EXERCISE REQUIREMENTS:
Output the entries below exactly as written, omitting pictures.

Dataset entries:
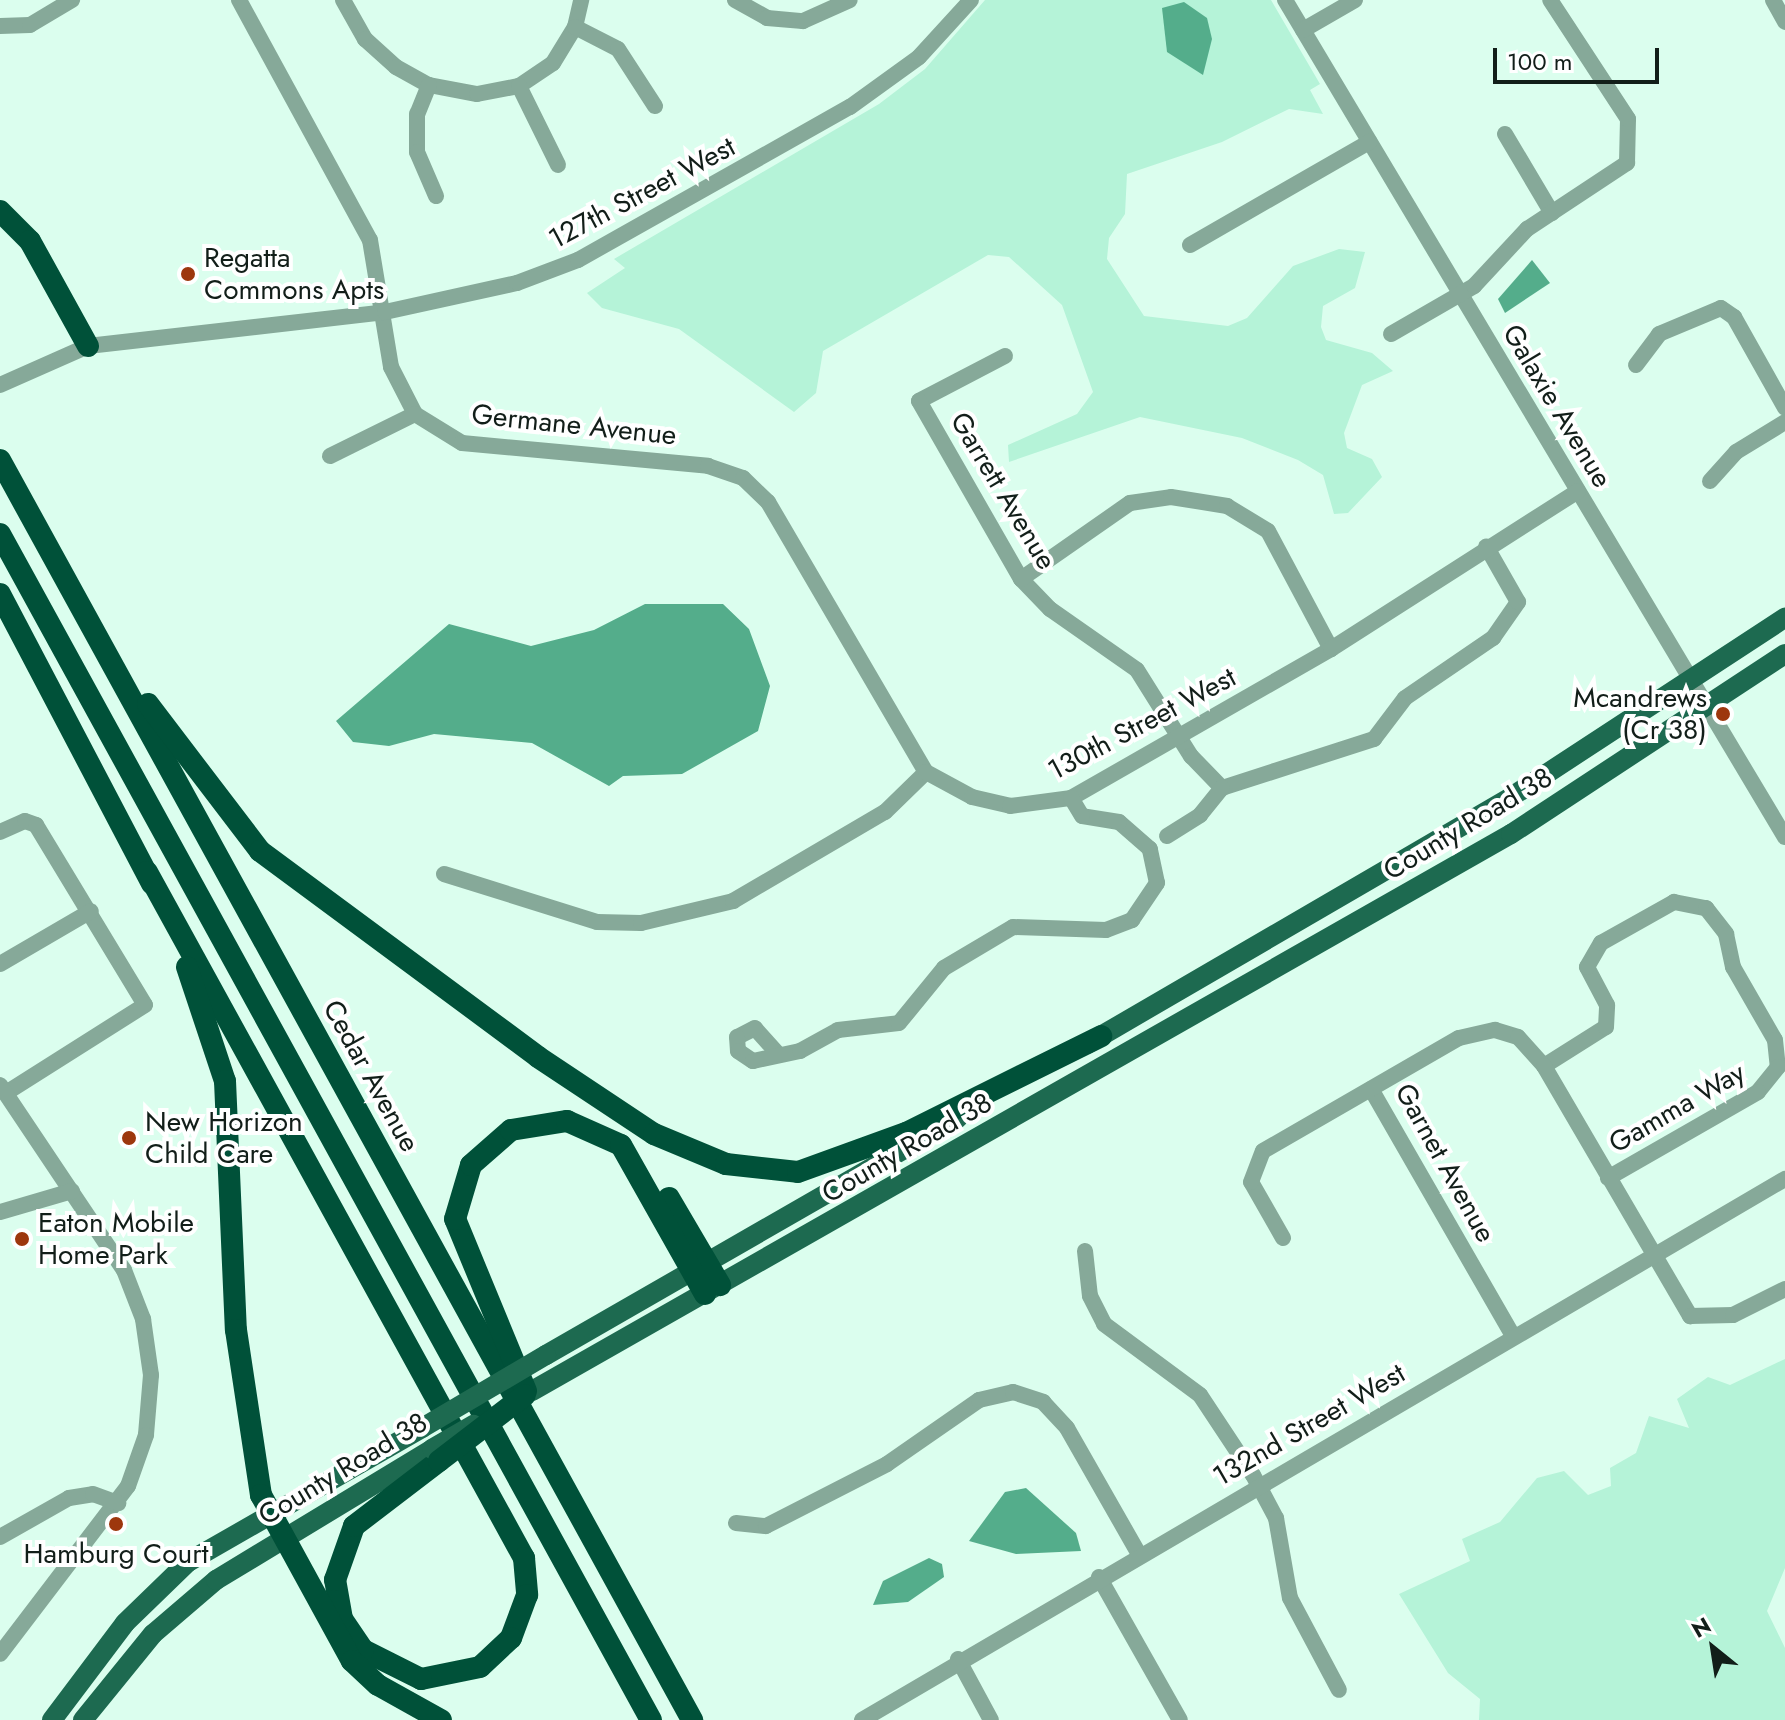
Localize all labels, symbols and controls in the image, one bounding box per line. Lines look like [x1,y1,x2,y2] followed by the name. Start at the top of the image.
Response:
[1497,32,1663,82] scale bar
[1507,44,1573,79] text: 100 m
[543,130,741,256] street label: 127th Street West
[204,241,384,307] place label: Regatta Commons Apts
[179,265,197,283] marker: Regatta Commons Apts
[1495,318,1619,494] street label: Galaxie Avenue
[470,398,678,452] street label: Germane Avenue
[943,406,1063,576] street label: Garrett Avenue
[1042,660,1242,788] street label: 130th Street West
[1573,681,1707,747] place label: Mcandrews (Cr 38)
[1714,705,1732,723] marker: Mcandrews (Cr 38)
[1378,760,1558,888] street label: County Road 38
[316,994,426,1158] street label: Cedar Avenue
[1603,1056,1751,1160] street label: Gamma Way
[1388,1078,1502,1248] street label: Garnet Avenue
[816,1086,998,1210] street label: County Road 38
[145,1105,303,1171] place label: New Horizon Child Care
[120,1129,138,1147] marker: New Horizon Child Care
[38,1206,194,1272] place label: Eaton Mobile Home Park
[13,1230,31,1248] marker: Eaton Mobile Home Park
[1207,1356,1411,1494] street label: 132nd Street West
[253,1405,433,1533] street label: County Road 38
[107,1515,125,1533] marker: Hamburg Court
[23,1537,209,1571] place label: Hamburg Court
[1673,1608,1753,1688] north arrow
[1685,1609,1717,1645] text: N

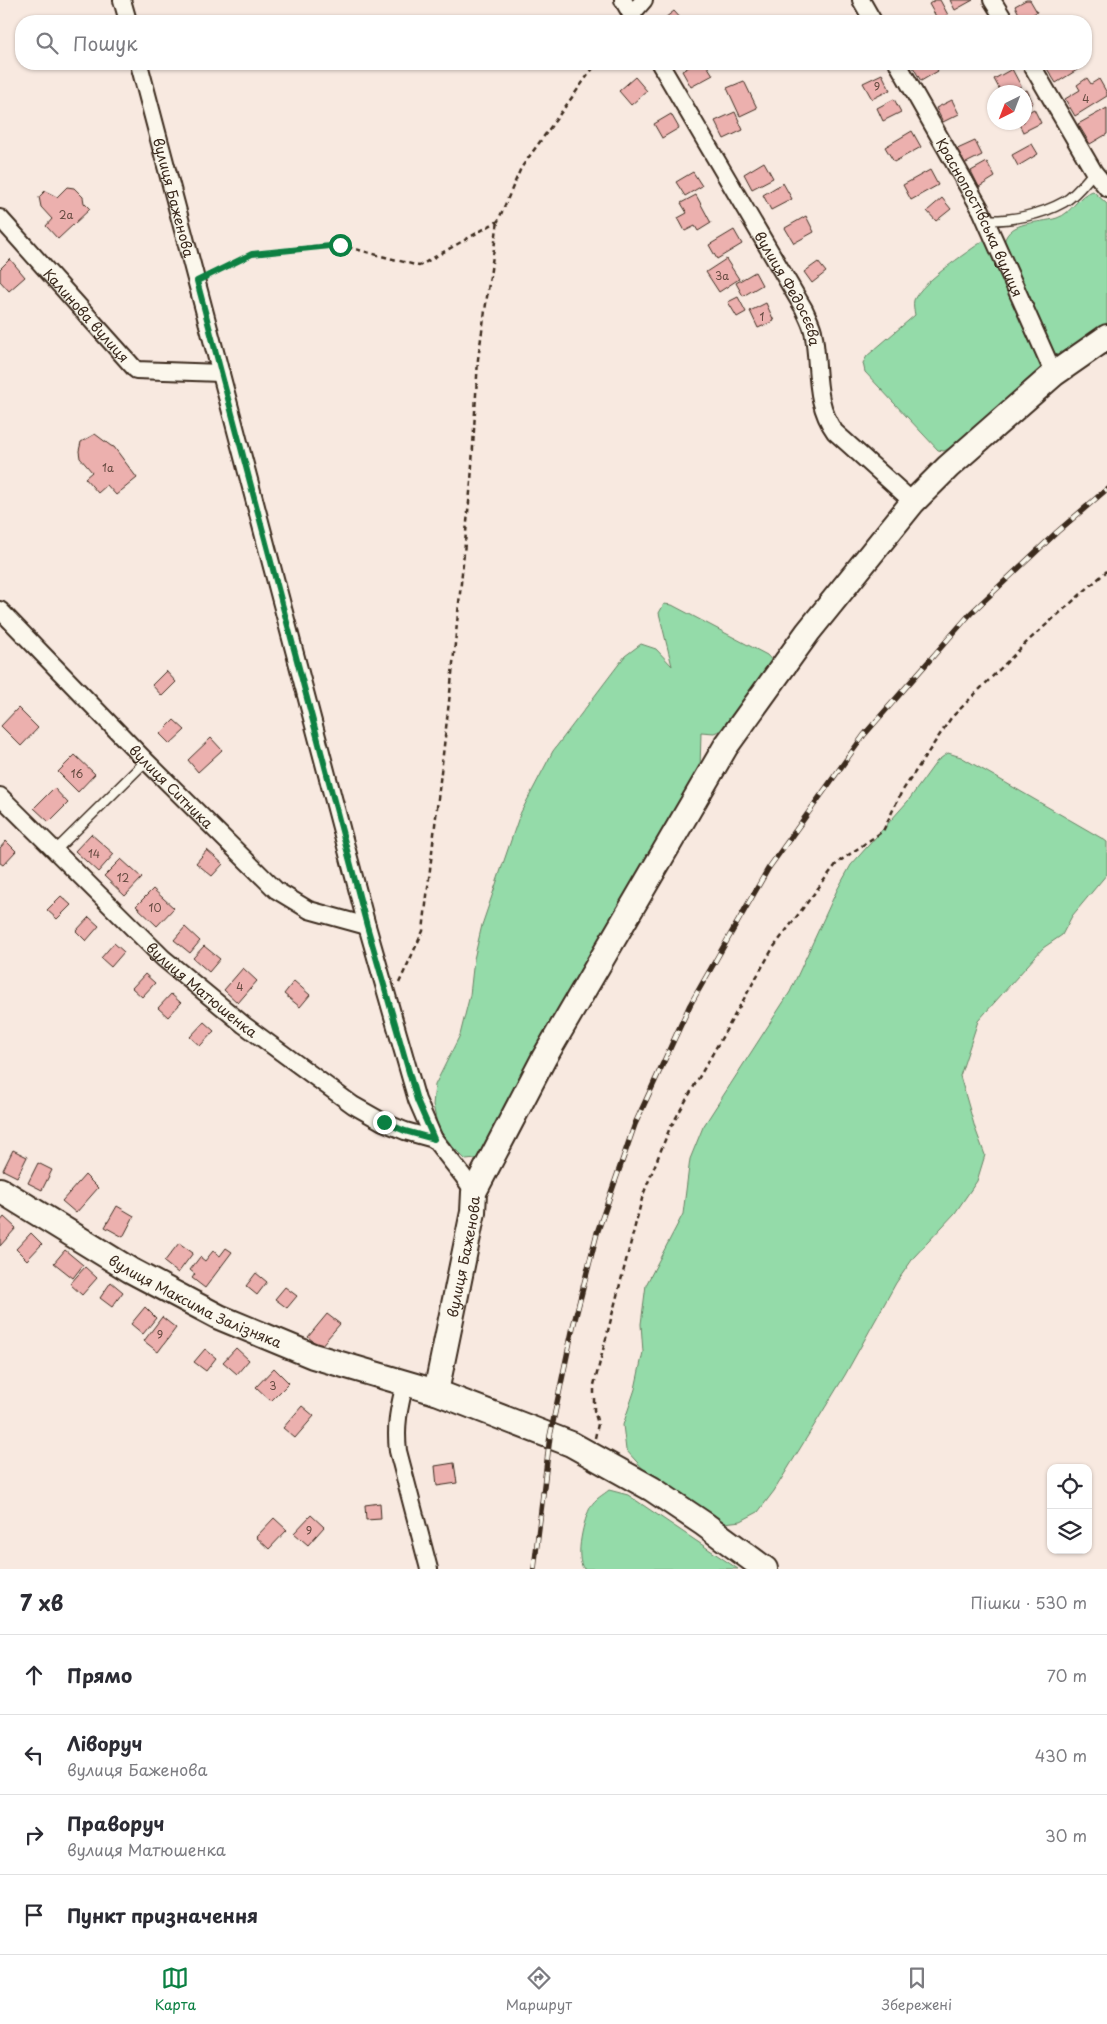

WRITTEN RESPONSE:
Localize all labels, symbols and controls in the image, one bounding box per line. Lines look like [x1,y1,x2,y2] followed by the name. Start at the top of the image.
Response:
[1497,32,1663,82] scale bar
[1507,44,1573,79] text: 100 m
[543,130,741,256] street label: 127th Street West
[204,241,384,307] place label: Regatta Commons Apts
[179,265,197,283] marker: Regatta Commons Apts
[1495,318,1619,494] street label: Galaxie Avenue
[470,398,678,452] street label: Germane Avenue
[943,406,1063,576] street label: Garrett Avenue
[1042,660,1242,788] street label: 130th Street West
[1573,681,1707,747] place label: Mcandrews (Cr 38)
[1714,705,1732,723] marker: Mcandrews (Cr 38)
[1378,760,1558,888] street label: County Road 38
[316,994,426,1158] street label: Cedar Avenue
[1603,1056,1751,1160] street label: Gamma Way
[1388,1078,1502,1248] street label: Garnet Avenue
[816,1086,998,1210] street label: County Road 38
[145,1105,303,1171] place label: New Horizon Child Care
[120,1129,138,1147] marker: New Horizon Child Care
[38,1206,194,1272] place label: Eaton Mobile Home Park
[13,1230,31,1248] marker: Eaton Mobile Home Park
[1207,1356,1411,1494] street label: 132nd Street West
[253,1405,433,1533] street label: County Road 38
[107,1515,125,1533] marker: Hamburg Court
[23,1537,209,1571] place label: Hamburg Court
[1673,1608,1753,1688] north arrow
[1685,1609,1717,1645] text: N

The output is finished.